RECORDED DATA:
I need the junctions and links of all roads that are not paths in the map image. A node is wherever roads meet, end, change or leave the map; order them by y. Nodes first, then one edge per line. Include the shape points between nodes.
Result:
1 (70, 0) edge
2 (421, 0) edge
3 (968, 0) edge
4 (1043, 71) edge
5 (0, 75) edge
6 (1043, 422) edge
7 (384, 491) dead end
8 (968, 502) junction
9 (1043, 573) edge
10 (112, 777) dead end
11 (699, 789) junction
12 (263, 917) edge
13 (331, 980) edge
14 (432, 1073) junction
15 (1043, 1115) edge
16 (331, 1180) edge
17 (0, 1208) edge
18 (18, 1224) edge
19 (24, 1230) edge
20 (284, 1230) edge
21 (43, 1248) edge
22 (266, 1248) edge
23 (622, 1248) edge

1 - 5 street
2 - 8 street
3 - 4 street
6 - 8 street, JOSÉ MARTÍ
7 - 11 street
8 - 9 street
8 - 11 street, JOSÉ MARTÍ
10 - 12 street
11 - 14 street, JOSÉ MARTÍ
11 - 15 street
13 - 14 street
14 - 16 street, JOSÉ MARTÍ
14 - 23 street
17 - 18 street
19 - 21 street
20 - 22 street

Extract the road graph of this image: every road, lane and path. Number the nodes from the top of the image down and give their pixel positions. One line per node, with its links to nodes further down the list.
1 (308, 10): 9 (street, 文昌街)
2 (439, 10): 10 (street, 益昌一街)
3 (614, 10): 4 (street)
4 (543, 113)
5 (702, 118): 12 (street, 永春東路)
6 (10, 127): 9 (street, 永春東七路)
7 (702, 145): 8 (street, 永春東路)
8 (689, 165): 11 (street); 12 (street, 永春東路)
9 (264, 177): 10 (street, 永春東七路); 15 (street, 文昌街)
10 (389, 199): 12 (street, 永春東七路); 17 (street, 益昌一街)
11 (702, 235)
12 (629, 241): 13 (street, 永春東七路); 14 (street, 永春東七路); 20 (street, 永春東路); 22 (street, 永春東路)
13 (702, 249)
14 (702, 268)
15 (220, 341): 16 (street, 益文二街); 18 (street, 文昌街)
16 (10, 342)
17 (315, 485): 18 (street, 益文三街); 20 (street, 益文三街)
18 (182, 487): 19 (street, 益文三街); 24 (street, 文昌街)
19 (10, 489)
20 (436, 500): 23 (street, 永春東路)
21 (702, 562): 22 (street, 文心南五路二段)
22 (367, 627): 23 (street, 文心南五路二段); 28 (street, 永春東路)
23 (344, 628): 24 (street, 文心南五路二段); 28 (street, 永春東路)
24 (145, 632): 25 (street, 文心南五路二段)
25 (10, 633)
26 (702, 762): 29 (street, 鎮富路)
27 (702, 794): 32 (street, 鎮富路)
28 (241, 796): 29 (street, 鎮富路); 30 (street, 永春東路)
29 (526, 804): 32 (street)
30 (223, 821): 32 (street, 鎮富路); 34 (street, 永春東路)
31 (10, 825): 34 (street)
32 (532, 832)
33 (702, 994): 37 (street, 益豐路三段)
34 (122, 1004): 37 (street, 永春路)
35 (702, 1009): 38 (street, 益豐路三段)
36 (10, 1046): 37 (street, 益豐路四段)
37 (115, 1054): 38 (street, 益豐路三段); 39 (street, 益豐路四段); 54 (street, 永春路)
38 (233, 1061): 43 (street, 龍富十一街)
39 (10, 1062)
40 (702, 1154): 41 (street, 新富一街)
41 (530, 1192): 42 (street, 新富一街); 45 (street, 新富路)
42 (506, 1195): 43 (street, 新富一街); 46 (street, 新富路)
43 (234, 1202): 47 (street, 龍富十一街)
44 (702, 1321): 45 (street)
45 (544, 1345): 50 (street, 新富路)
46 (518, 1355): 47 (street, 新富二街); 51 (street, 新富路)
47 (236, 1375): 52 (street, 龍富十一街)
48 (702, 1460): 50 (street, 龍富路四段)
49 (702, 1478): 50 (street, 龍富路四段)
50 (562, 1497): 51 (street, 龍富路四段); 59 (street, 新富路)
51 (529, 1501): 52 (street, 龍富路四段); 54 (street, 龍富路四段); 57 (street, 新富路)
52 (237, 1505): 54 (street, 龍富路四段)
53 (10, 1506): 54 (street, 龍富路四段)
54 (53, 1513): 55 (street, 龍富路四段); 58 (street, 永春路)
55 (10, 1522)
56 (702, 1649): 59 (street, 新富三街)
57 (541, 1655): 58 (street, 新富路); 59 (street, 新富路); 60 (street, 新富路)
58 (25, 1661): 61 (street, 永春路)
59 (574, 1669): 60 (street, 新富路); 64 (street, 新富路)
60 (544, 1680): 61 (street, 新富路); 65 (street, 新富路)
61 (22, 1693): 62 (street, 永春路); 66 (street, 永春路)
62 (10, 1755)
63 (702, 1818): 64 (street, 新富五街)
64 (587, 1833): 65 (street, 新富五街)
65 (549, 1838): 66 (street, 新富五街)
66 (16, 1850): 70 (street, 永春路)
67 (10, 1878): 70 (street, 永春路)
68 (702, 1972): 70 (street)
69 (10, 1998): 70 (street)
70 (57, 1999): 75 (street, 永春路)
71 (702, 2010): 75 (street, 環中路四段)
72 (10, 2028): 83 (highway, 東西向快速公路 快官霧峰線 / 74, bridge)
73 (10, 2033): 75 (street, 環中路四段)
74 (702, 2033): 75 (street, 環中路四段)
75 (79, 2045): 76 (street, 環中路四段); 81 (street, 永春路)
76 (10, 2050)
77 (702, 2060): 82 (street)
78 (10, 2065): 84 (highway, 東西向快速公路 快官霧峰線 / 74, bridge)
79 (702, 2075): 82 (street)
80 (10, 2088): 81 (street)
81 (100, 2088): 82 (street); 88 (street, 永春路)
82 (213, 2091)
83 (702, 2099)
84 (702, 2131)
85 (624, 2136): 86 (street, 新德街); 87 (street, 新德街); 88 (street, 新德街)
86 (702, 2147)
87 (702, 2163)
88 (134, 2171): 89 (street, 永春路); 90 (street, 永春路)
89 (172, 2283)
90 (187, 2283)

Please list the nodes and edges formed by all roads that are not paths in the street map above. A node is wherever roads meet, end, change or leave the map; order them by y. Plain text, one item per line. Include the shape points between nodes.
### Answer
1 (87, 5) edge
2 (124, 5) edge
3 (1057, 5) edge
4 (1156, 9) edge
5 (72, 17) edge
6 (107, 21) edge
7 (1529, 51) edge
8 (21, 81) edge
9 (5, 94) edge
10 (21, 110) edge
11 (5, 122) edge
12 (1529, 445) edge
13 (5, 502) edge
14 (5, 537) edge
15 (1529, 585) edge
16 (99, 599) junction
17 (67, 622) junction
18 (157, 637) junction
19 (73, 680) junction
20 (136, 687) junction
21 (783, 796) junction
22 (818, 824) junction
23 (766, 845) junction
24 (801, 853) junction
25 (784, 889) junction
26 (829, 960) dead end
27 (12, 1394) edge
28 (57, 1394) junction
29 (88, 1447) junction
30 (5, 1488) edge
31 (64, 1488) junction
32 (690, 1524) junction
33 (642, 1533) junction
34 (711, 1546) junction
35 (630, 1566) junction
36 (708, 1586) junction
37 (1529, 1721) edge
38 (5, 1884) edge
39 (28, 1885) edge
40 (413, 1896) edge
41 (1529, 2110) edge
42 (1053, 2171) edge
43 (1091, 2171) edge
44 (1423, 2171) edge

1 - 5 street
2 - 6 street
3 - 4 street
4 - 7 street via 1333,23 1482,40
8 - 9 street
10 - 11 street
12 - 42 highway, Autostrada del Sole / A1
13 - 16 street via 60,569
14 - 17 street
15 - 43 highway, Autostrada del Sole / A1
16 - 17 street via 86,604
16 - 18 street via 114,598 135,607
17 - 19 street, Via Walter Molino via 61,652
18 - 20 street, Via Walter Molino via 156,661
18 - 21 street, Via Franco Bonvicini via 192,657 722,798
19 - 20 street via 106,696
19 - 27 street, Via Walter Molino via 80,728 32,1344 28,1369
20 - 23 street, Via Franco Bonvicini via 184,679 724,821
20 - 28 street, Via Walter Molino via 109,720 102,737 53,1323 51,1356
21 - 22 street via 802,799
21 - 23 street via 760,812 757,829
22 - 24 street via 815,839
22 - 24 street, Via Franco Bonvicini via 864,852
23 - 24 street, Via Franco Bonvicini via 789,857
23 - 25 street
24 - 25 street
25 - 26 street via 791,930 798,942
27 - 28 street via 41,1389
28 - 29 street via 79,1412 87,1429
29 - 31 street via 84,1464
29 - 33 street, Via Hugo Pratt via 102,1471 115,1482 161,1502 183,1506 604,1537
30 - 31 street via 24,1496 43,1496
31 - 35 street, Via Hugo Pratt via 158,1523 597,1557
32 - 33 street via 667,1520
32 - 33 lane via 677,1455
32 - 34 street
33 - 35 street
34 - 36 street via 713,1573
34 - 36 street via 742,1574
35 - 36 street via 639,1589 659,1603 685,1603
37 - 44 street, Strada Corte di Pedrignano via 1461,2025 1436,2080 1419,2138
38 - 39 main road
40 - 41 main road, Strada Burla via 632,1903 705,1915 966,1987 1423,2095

EXERCISE GOAL:
Gather each line from the listing above that holds "JOSÉ".

EXERCISE OUTPUT:
6 - 8 street, JOSÉ MARTÍ
8 - 11 street, JOSÉ MARTÍ
11 - 14 street, JOSÉ MARTÍ
14 - 16 street, JOSÉ MARTÍ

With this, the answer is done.